また、一部のヨーロッパ諸国が国際原子力機関(IAEA)の理事会で、イランの平和的な核計画に反対する決議を採択したことについて、「根拠がなく、挑発的だ」と批判しました。さらに、「国際法上、平和目的の核施設への攻撃は絶対に禁じられており、各国はイスラエルのこのような無法行為を非難し、責任を問うべきだ」と強調しました。

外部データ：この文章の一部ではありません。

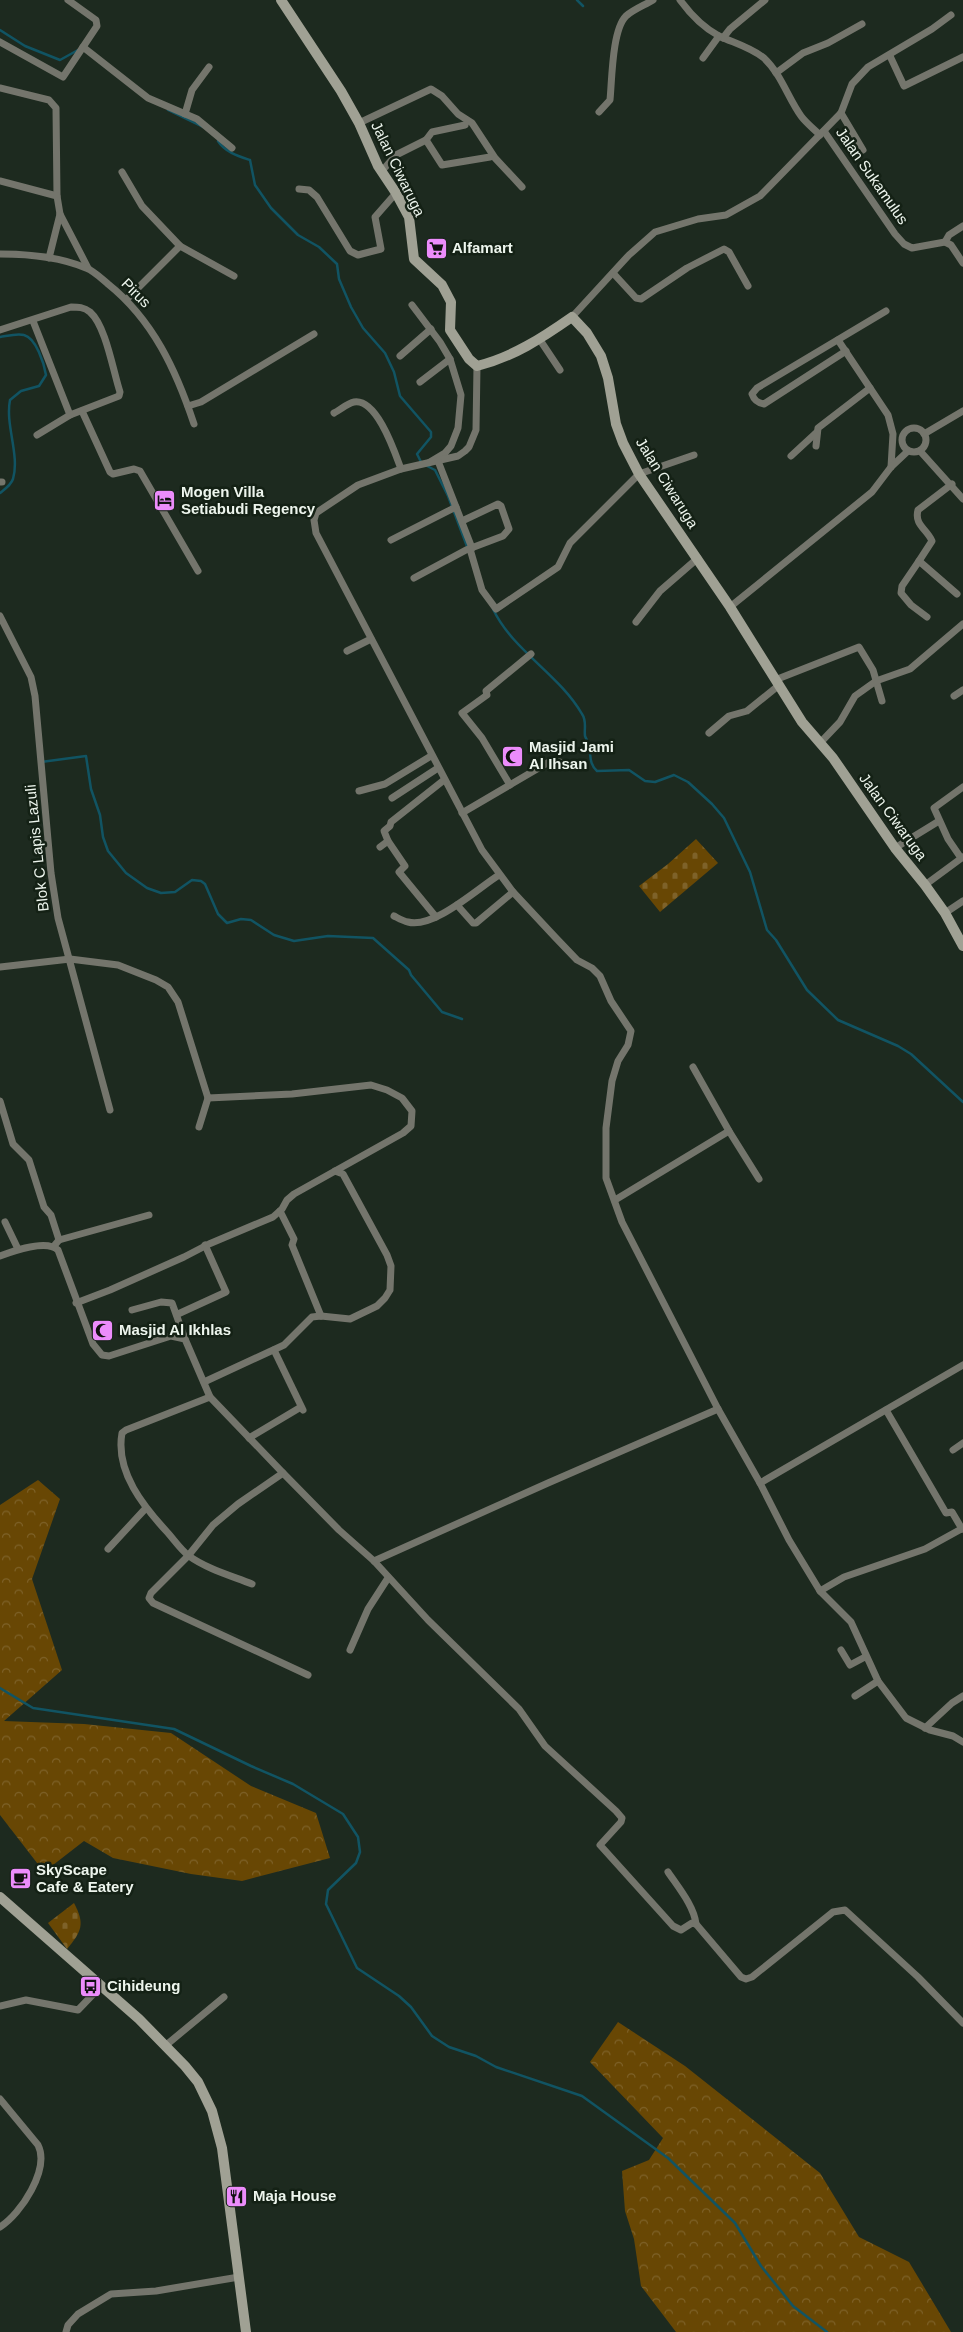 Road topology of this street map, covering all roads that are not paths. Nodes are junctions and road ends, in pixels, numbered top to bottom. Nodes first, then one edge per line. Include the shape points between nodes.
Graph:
1 (68, 0) edge
2 (654, 0) edge
3 (680, 0) edge
4 (765, 0) edge
5 (285, 1) edge
6 (951, 15) dead end
7 (862, 24) dead end
8 (721, 37) junction
9 (0, 42) edge
10 (83, 47) junction
11 (890, 56) junction
12 (963, 57) edge
13 (703, 58) dead end
14 (210, 67) dead end
15 (776, 73) junction
16 (0, 88) edge
17 (599, 112) dead end
18 (185, 114) junction
19 (841, 114) junction
20 (359, 123) junction
21 (465, 125) dead end
22 (822, 133) junction
23 (426, 140) junction
24 (232, 148) dead end
25 (863, 150) dead end
26 (490, 157) dead end
27 (122, 172) dead end
28 (382, 172) junction
29 (0, 181) edge
30 (522, 187) dead end
31 (299, 189) dead end
32 (396, 193) junction
33 (57, 196) junction
34 (60, 214) junction
35 (963, 226) edge
36 (945, 242) junction
37 (180, 246) junction
38 (0, 254) edge
39 (49, 258) junction
40 (963, 263) edge
41 (88, 268) junction
42 (613, 273) junction
43 (234, 276) dead end
44 (748, 286) dead end
45 (127, 299) junction
46 (412, 305) dead end
47 (886, 311) dead end
48 (572, 317) junction
49 (33, 321) junction
50 (431, 329) junction
51 (0, 330) edge
52 (314, 334) dead end
53 (540, 340) junction
54 (838, 340) junction
55 (846, 351) junction
56 (400, 356) dead end
57 (450, 359) junction
58 (477, 366) junction
59 (560, 370) dead end
60 (420, 382) dead end
61 (870, 388) junction
62 (188, 406) junction
63 (82, 411) junction
64 (963, 411) edge
65 (334, 413) dead end
66 (70, 415) junction
67 (194, 424) dead end
68 (817, 432) junction
69 (924, 434) junction
70 (37, 435) dead end
71 (816, 446) dead end
72 (908, 451) junction
73 (920, 451) junction
74 (694, 455) dead end
75 (791, 456) dead end
76 (438, 461) junction
77 (427, 464) junction
78 (891, 466) junction
79 (401, 469) junction
80 (639, 474) junction
81 (952, 484) junction
82 (963, 498) edge
83 (456, 507) junction
84 (462, 521) junction
85 (391, 540) dead end
86 (471, 548) junction
87 (698, 558) junction
88 (919, 561) junction
89 (198, 571) dead end
90 (414, 578) dead end
91 (957, 594) dead end
92 (730, 607) junction
93 (0, 616) edge
94 (927, 617) dead end
95 (636, 622) dead end
96 (963, 624) edge
97 (371, 639) junction
98 (347, 651) dead end
99 (531, 654) dead end
100 (876, 681) junction
101 (777, 683) junction
102 (963, 690) edge
103 (954, 696) dead end
104 (882, 701) dead end
105 (709, 733) dead end
106 (820, 743) junction
107 (431, 756) junction
108 (566, 766) dead end
109 (438, 768) junction
110 (444, 780) junction
111 (510, 784) junction
112 (963, 787) edge
113 (359, 791) dead end
114 (392, 798) dead end
115 (462, 813) junction
116 (939, 821) junction
117 (388, 841) junction
118 (380, 847) dead end
119 (895, 848) junction
120 (962, 858) edge
121 (499, 874) junction
122 (925, 885) junction
123 (513, 892) junction
124 (963, 901) edge
125 (457, 905) junction
126 (945, 913) junction
127 (394, 916) dead end
128 (436, 917) junction
129 (963, 946) edge
130 (70, 959) junction
131 (0, 968) edge
132 (693, 1067) dead end
133 (208, 1098) junction
134 (0, 1102) edge
135 (110, 1110) dead end
136 (199, 1127) dead end
137 (729, 1131) junction
138 (335, 1171) junction
139 (759, 1179) dead end
140 (615, 1200) junction
141 (280, 1211) junction
142 (149, 1215) dead end
143 (5, 1222) dead end
144 (56, 1243) junction
145 (205, 1245) junction
146 (18, 1249) junction
147 (0, 1256) edge
148 (76, 1303) junction
149 (132, 1310) dead end
150 (178, 1314) junction
151 (321, 1316) junction
152 (185, 1340) junction
153 (274, 1350) junction
154 (962, 1366) edge
155 (204, 1382) junction
156 (210, 1397) junction
157 (718, 1410) junction
158 (886, 1410) junction
159 (249, 1438) junction
160 (963, 1442) edge
161 (953, 1450) dead end
162 (283, 1473) junction
163 (760, 1483) junction
164 (146, 1508) junction
165 (962, 1528) edge
166 (108, 1549) dead end
167 (188, 1556) junction
168 (374, 1561) junction
169 (388, 1578) junction
170 (252, 1584) dead end
171 (820, 1591) junction
172 (350, 1650) dead end
173 (841, 1650) dead end
174 (865, 1657) junction
175 (308, 1675) dead end
176 (878, 1680) junction
177 (855, 1696) dead end
178 (963, 1696) edge
179 (926, 1728) junction
180 (963, 1742) edge
181 (668, 1872) dead end
182 (0, 1897) edge
183 (696, 1924) junction
184 (102, 1986) junction
185 (224, 1997) dead end
186 (0, 2006) edge
187 (963, 2023) edge
188 (165, 2046) junction
189 (0, 2098) edge
190 (0, 2227) edge
191 (239, 2277) junction
192 (66, 2332) edge
193 (246, 2332) edge

1 - 10 street via 97,23
2 - 17 street via 621,22 612,65 610,100
3 - 8 street via 698,22
4 - 8 street
5 - 20 street, Jalan Ciwaruga
6 - 11 street
7 - 15 street via 803,53
8 - 13 street
8 - 15 street via 750,49
9 - 10 street via 63,77
10 - 18 street via 148,98
11 - 12 street via 904,86
11 - 19 street via 858,76
14 - 18 street via 192,90
15 - 22 street via 802,118
16 - 33 street via 49,100 56,108
18 - 24 street via 198,118
19 - 22 street
19 - 25 street
20 - 28 street, Jalan Ciwaruga
20 - 30 street via 431,90 472,123 495,158
21 - 23 street via 432,132
22 - 36 street, Jalan Sukamulus via 904,244 918,248
22 - 42 street, Jalan Sukamulus via 760,196 726,214 655,232
23 - 26 street via 442,165
23 - 28 street via 396,155
27 - 37 street via 142,206
28 - 32 street, Jalan Ciwaruga
29 - 33 street
31 - 32 street via 309,190 317,197 350,251 358,255 381,249 375,217
32 - 58 street, Jalan Ciwaruga via 409,217 414,259 442,285 450,302 450,330
33 - 34 street
34 - 39 street
34 - 41 street
35 - 36 street via 949,235
36 - 40 street via 951,245
37 - 43 street
37 - 45 street
38 - 39 street, Pirus
39 - 41 street, Pirus
41 - 45 street, Pirus
42 - 44 street via 636,298 641,299 687,268 724,249 729,252
42 - 48 street, Jalan Sukamulus
45 - 62 street, Pirus via 148,324 168,357
46 - 50 street
47 - 54 street
48 - 53 street
48 - 80 street, Jalan Ciwaruga via 601,356 616,424
49 - 51 street
49 - 63 street via 71,307 80,307 96,318 120,392 119,396
49 - 66 street
50 - 56 street
50 - 57 street
52 - 62 street via 201,402
53 - 58 street via 499,361
53 - 59 street
54 - 55 street
54 - 55 street via 757,388 752,394 755,401 764,404
55 - 61 street
57 - 60 street
57 - 77 street via 461,395 458,428 445,453
58 - 76 street via 477,414 472,442 458,456
61 - 68 street
61 - 78 street via 891,422
62 - 67 street, Pirus
63 - 66 street
63 - 89 street via 110,472 140,471
64 - 69 street
65 - 79 street via 354,402 369,408 378,417
66 - 70 street
68 - 71 street
68 - 75 street
69 - 72 street via 914,427 903,433 902,445
69 - 73 street via 925,445
72 - 73 street
72 - 78 street
73 - 81 street
74 - 80 street
76 - 77 street
76 - 83 street
77 - 79 street
78 - 92 street via 872,492
79 - 97 street via 346,492 316,513 314,520 316,533
80 - 86 street via 570,543 558,566 496,609 482,590
80 - 87 street, Jalan Ciwaruga
81 - 82 street
81 - 88 street via 918,510 917,522 932,541
83 - 84 street
83 - 85 street
84 - 86 street
84 - 86 street via 498,504 509,526 503,536
86 - 90 street
87 - 92 street, Jalan Ciwaruga
87 - 95 street via 660,591
88 - 91 street
88 - 94 street via 902,586 901,593
92 - 101 street, Jalan Ciwaruga
93 - 130 street, Blok C Lapis Lazuli via 31,677 35,696 51,873 58,918
96 - 100 street via 910,669
97 - 98 street
97 - 107 street
99 - 111 street via 486,691 487,695 478,703 462,713 482,738
100 - 101 street via 869,661 859,647
100 - 104 street
100 - 106 street via 855,696 840,722
101 - 105 street via 747,711 729,716
101 - 106 street, Jalan Ciwaruga
102 - 103 street
106 - 119 street, Jalan Ciwaruga
107 - 109 street
107 - 113 street via 385,784
108 - 111 street via 560,762 549,762
109 - 110 street
109 - 114 street
110 - 115 street
110 - 117 street via 391,822 384,831
111 - 115 street
112 - 116 street via 934,808
115 - 121 street
116 - 119 street
116 - 120 street
117 - 118 street
117 - 128 street via 405,866 399,872
119 - 122 street, Jalan Ciwaruga
120 - 122 street
121 - 123 street
121 - 125 street
122 - 126 street, Jalan Ciwaruga
123 - 125 street via 476,923
123 - 140 street via 577,960 600,976 611,1001 631,1031 628,1045 614,1072 608,1103 606,1173
124 - 126 street
125 - 128 street
126 - 129 street, Jalan Ciwaruga
127 - 128 street via 409,923
130 - 131 street
130 - 133 street via 118,965 170,989 178,1002
130 - 135 street, Blok C Lapis Lazuli
132 - 137 street
133 - 136 street
133 - 138 street via 292,1094 371,1085 402,1098 412,1111 411,1126
134 - 144 street via 13,1144 29,1160 44,1207 51,1215
137 - 139 street
137 - 140 street
138 - 141 street via 294,1194
138 - 151 street via 343,1174 387,1255 392,1274 390,1290 378,1306 350,1319
140 - 157 street
141 - 145 street via 236,1234
141 - 151 street via 294,1239 292,1245
142 - 144 street
143 - 146 street
144 - 146 street
144 - 148 street
145 - 148 street via 152,1272
145 - 150 street via 226,1292
146 - 147 street
148 - 152 street via 93,1344 102,1355 109,1356 171,1336
149 - 150 street via 166,1301 172,1302
150 - 152 street
151 - 153 street via 312,1317 288,1342
152 - 155 street
153 - 155 street
153 - 159 street via 302,1409
154 - 158 street
155 - 156 street
156 - 159 street
156 - 164 street via 122,1433 123,1456 131,1484
157 - 163 street
157 - 168 street
158 - 163 street
158 - 165 street via 946,1513 952,1512
159 - 162 street
160 - 161 street
162 - 167 street via 213,1525
162 - 168 street
163 - 171 street
164 - 166 street
164 - 167 street
165 - 171 street via 925,1549 844,1577
167 - 170 street
167 - 175 street via 151,1593 150,1600
168 - 169 street
169 - 172 street via 368,1609
169 - 183 street via 519,1709 540,1742 622,1818 600,1845 611,1859 677,1929
171 - 174 street via 851,1622
173 - 174 street via 850,1665
174 - 176 street
176 - 177 street
176 - 179 street via 906,1718
178 - 179 street
179 - 180 street
181 - 183 street
182 - 184 street
183 - 187 street via 746,1979 833,1912 845,1910
184 - 186 street via 78,2010 26,2000
184 - 188 street
185 - 188 street
188 - 191 street via 198,2082 212,2111 222,2148
189 - 190 street via 38,2145 42,2157 38,2175 22,2206
191 - 192 street via 156,2291 111,2294 78,2314
191 - 193 street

さらに、湾岸協力会議(GCC)のジャーセム・モハンマド・アル=ブダイウィ事務局長も、アラーグチー外相との電話会談において、同会議が発表した声明に基づき、イスラエルのイランへの軍事攻撃を非難しました。同氏は、「この行為は地域の緊張を危険なまでに高め、国際法および国連憲章に対する明白な違反であり、地域および国際の安全と安定に対する明確な脅威である」と述べ、国際社会および国連安保理が早急に行動し、この侵略行為を非難・阻止する責任があると強調しました。
アラーグチー氏も、イスラエル政権による犯罪的侵略行為に対して地域諸国が団結して非難の声を上げていることは、同政権の戦争的・侵略的な姿勢への反対として重要であると述べました。
さらに、アラーグチー氏はイスラエルのイランへの侵略に関する外交的取り組みの一環として、国連のアントニオ・グテーレス事務総長とも電話会談を行いました。この会談で、イスラエル政権がイラン国内の複数の地点に対して行った軍事侵攻の詳細を説明し、国際の平和と安全を守るという国連の責任を果たすよう強く求めました。グテーレス事務総長も、特に核問題をめぐる米・イランの交渉が行われている中で、イスラエルがイランの核施設を攻撃したことに対して遺憾の意を表明し、これを非難しました。そして、「国連の力を活用して、さらなる緊張の激化を防ぎ、地域に平和と安全を取り戻すために努力する」と述べました。
この他にも、イギリスのデイヴィッド・ラミー外相が、アラーグチー外相との電話会談において、地域の緊張の高まりについて遺憾の意を示し、すべての関係者が自制し、問題を外交的手段で解決することを望むと述べました。アラーグチー外相は、この会談の中で、イスラエル政権によるイランの主権と領土保全への侵略、さらには多くの大学教授や高官、無実の女性や子供たちの殉教が国際法に対する重大な違反であると指摘しました。
さらに、アラーグチー外相は、欧州諸国がイスラエル政権の犯罪と侵略行為を支持する非合理的かつ挑発的な姿勢について批判し、この状況が地域および世界の安定と安全に与える影響について警告を発しました。また、クウェート、エジプト、イタリア、ヨルダンの外相たちもそれぞれアラーグチー外相と電話会談を行い、イスラエル政権によるイランへの軍事攻撃を非難し、国際法と国連憲章を明確に違反する行為であるとしました。